§ What the task asks
Only lines containing "ALLÉE" belong in the answer, each copied from the entries below.

[Collected data entries]
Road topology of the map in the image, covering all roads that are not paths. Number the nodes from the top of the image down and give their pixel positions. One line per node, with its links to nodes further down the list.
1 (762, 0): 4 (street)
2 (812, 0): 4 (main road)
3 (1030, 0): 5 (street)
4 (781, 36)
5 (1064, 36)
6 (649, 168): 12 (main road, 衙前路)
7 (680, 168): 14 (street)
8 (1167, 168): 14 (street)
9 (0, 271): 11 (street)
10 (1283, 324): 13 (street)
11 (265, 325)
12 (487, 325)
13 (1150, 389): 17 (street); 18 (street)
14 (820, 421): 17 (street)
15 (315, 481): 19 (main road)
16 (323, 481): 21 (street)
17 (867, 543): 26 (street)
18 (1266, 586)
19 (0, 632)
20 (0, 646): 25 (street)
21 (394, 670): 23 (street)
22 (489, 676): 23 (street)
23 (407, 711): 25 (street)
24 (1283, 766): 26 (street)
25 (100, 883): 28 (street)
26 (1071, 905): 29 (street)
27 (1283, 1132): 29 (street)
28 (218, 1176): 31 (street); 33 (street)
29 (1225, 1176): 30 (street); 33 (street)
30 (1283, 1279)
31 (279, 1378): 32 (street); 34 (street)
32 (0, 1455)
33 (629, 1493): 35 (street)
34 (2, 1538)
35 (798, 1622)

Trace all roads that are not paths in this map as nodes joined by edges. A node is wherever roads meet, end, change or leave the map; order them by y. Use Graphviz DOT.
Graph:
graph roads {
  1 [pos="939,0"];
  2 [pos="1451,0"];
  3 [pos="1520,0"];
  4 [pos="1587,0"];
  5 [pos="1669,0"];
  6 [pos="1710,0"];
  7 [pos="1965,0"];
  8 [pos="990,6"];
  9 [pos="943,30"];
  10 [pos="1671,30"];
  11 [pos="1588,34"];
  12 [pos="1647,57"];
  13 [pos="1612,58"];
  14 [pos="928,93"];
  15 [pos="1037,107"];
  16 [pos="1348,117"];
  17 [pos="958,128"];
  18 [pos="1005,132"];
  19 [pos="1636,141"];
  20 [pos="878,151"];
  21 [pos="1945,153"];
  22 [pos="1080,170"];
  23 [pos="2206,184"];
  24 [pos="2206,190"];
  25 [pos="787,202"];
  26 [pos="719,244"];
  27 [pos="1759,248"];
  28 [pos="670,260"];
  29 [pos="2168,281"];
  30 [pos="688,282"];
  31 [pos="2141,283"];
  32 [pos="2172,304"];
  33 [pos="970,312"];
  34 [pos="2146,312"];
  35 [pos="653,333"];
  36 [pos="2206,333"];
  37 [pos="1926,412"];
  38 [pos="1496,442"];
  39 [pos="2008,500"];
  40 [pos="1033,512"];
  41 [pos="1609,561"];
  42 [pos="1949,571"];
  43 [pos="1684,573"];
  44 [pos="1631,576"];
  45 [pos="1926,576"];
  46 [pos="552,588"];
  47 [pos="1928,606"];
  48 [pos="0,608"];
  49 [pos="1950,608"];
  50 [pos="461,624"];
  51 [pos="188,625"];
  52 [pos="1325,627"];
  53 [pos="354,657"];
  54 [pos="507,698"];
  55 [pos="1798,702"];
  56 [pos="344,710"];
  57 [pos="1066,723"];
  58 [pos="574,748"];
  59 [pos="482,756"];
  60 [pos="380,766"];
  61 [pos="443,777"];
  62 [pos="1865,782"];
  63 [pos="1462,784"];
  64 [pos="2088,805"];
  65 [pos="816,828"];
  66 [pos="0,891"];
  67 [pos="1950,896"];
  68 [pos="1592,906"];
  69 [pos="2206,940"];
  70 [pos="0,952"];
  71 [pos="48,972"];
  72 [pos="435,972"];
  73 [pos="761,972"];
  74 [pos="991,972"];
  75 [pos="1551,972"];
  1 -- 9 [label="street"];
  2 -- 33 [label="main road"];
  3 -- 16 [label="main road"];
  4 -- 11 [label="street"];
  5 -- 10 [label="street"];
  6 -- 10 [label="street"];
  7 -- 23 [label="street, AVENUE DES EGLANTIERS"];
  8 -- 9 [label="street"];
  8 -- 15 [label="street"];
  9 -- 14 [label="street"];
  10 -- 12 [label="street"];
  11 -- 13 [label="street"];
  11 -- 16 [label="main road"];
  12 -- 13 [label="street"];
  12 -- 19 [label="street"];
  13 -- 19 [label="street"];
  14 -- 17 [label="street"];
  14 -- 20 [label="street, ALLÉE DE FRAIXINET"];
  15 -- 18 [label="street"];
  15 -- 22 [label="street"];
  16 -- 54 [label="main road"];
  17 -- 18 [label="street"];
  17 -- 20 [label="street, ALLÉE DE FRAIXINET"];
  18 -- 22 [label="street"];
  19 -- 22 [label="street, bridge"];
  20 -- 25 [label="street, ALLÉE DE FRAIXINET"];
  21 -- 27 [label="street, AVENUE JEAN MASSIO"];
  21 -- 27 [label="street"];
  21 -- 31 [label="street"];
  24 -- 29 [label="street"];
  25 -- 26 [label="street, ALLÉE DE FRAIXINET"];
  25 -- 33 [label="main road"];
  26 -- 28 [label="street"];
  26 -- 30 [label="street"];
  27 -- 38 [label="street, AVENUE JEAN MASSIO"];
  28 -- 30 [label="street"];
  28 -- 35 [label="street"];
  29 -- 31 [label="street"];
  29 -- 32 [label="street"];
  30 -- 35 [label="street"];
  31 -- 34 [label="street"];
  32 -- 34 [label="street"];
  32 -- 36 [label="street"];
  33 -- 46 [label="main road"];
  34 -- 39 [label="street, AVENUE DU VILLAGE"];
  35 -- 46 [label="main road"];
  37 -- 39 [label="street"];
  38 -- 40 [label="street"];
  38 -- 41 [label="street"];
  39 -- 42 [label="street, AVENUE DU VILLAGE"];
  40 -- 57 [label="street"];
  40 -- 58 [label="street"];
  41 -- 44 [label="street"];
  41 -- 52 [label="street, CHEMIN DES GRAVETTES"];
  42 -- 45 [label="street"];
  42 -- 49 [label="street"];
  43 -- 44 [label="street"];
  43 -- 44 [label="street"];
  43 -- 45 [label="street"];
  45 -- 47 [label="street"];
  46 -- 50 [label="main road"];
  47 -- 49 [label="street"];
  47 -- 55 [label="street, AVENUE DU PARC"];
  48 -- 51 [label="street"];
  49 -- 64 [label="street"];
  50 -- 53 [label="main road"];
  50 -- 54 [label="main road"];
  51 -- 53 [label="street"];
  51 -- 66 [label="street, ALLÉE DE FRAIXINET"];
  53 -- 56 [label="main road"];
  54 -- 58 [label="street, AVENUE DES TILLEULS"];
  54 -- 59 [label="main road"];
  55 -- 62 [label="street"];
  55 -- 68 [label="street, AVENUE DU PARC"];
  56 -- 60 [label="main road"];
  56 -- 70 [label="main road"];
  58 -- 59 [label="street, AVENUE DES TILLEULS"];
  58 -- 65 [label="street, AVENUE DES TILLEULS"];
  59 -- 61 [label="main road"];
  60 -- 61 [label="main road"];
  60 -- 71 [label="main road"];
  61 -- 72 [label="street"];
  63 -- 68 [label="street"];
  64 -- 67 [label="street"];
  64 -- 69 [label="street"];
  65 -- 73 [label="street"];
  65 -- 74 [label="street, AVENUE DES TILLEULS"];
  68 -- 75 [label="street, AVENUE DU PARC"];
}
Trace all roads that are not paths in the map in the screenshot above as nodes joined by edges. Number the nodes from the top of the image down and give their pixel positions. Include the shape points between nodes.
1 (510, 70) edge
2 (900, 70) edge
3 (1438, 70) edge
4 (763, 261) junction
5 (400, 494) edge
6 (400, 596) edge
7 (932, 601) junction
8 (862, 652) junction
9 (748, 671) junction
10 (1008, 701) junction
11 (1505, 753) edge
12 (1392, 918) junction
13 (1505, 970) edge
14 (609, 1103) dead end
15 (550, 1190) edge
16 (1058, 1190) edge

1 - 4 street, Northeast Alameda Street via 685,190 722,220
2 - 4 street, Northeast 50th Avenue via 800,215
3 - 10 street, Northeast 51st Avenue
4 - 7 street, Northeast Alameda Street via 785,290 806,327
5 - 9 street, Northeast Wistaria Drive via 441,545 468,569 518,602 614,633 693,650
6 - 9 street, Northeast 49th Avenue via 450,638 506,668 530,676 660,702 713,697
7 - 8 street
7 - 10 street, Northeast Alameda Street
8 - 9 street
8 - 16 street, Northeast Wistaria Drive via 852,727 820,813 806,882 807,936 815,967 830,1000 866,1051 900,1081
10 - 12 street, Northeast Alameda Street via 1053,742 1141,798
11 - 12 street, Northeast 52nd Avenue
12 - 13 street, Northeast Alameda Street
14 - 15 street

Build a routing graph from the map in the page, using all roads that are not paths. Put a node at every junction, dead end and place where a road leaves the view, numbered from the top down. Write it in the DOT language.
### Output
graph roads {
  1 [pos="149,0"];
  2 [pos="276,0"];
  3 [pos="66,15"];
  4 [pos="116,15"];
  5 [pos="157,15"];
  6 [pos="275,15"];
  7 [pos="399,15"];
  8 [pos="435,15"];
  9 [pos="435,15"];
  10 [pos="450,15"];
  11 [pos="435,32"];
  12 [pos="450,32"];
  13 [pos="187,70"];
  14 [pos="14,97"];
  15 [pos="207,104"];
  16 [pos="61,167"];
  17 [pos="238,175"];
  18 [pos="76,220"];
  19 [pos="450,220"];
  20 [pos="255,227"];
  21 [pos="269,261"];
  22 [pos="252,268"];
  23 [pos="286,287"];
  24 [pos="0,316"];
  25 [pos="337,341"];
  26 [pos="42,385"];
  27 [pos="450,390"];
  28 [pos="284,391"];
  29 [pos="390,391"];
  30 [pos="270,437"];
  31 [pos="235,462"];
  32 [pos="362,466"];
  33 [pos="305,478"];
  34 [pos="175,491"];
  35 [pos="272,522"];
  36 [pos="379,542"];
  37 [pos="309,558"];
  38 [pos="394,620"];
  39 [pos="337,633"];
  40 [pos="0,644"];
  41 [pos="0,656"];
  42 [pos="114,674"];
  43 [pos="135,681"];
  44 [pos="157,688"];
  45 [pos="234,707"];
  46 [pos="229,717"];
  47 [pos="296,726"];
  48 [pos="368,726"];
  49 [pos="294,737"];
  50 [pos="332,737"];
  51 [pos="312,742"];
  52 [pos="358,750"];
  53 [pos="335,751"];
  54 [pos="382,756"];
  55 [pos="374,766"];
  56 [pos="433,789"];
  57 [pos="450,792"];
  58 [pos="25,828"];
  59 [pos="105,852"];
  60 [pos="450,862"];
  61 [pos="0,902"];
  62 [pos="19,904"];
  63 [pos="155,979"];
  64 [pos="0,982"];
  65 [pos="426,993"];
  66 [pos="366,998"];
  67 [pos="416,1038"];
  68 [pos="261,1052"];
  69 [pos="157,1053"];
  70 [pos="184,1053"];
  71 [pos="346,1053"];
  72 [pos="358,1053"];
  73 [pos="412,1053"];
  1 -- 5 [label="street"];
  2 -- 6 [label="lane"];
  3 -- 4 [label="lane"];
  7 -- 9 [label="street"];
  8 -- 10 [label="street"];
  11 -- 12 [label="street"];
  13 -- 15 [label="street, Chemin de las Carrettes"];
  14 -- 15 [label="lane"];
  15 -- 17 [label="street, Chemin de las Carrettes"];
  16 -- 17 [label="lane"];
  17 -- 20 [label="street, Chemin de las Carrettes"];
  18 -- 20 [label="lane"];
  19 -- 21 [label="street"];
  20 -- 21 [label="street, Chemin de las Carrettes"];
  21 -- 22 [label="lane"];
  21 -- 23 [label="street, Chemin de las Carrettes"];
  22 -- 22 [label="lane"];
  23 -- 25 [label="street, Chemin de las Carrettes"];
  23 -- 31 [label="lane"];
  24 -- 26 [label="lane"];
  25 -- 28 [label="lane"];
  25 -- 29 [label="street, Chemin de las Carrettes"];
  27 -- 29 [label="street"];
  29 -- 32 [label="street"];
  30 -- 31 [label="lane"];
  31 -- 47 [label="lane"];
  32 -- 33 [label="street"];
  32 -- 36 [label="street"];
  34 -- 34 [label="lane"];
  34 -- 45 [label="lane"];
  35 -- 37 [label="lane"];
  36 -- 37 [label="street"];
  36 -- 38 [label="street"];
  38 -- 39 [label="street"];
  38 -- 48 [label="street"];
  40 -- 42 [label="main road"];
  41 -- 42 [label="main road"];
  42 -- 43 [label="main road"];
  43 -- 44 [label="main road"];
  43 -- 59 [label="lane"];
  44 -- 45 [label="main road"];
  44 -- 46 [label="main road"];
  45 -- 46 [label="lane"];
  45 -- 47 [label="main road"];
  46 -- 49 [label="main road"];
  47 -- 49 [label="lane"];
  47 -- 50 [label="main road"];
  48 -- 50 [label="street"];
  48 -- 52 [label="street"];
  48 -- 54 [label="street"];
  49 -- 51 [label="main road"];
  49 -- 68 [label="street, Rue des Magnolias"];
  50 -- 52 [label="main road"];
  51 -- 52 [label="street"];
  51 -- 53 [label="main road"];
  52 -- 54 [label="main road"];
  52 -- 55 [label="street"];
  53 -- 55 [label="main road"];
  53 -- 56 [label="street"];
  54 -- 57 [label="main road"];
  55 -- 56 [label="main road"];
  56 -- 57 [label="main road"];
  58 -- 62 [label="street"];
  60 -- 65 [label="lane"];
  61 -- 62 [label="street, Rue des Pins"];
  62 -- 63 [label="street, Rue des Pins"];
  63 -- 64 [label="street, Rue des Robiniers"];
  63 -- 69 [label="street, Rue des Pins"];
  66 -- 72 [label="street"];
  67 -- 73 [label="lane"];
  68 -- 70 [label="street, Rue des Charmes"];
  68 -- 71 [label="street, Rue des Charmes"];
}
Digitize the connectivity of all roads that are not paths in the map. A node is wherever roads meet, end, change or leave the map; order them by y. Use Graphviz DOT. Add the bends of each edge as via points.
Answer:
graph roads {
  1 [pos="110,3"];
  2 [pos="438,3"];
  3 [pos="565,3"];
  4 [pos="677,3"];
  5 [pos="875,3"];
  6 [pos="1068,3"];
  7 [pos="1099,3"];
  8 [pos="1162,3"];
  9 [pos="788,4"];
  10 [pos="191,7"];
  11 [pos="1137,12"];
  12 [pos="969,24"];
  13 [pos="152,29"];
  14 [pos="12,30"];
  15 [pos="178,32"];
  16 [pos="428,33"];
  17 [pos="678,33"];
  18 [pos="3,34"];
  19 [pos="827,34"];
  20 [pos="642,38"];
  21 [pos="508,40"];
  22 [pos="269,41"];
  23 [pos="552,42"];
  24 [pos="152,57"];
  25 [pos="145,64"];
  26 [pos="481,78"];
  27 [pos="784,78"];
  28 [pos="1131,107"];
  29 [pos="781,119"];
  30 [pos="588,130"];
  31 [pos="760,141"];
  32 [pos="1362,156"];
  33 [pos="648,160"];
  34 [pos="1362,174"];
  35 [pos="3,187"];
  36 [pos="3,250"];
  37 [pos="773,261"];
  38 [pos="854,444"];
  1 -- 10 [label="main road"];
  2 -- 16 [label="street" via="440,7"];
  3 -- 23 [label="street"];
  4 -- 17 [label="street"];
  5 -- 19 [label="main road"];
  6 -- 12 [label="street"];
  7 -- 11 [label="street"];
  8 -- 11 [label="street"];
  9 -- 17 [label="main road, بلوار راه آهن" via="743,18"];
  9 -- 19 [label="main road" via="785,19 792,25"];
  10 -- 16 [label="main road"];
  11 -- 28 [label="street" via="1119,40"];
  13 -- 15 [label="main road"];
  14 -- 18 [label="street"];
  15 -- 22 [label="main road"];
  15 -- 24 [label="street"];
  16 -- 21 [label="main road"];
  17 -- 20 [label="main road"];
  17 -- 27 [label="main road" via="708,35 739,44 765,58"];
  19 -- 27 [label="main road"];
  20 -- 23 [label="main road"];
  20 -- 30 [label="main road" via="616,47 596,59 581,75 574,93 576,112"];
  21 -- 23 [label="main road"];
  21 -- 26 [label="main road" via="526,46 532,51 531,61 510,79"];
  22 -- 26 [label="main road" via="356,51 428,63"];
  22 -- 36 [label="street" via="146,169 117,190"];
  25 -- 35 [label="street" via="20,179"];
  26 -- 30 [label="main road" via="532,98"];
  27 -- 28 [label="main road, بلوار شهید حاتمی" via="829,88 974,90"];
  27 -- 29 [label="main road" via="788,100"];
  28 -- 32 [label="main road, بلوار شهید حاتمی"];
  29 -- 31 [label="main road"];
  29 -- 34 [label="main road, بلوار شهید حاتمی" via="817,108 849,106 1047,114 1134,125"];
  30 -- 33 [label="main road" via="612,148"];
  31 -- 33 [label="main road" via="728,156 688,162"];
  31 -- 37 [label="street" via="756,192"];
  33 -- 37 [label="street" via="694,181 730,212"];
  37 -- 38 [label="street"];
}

§ Task response
  14 -- 20 [label="street, ALLÉE DE FRAIXINET"];
  17 -- 20 [label="street, ALLÉE DE FRAIXINET"];
  20 -- 25 [label="street, ALLÉE DE FRAIXINET"];
  25 -- 26 [label="street, ALLÉE DE FRAIXINET"];
  51 -- 66 [label="street, ALLÉE DE FRAIXINET"];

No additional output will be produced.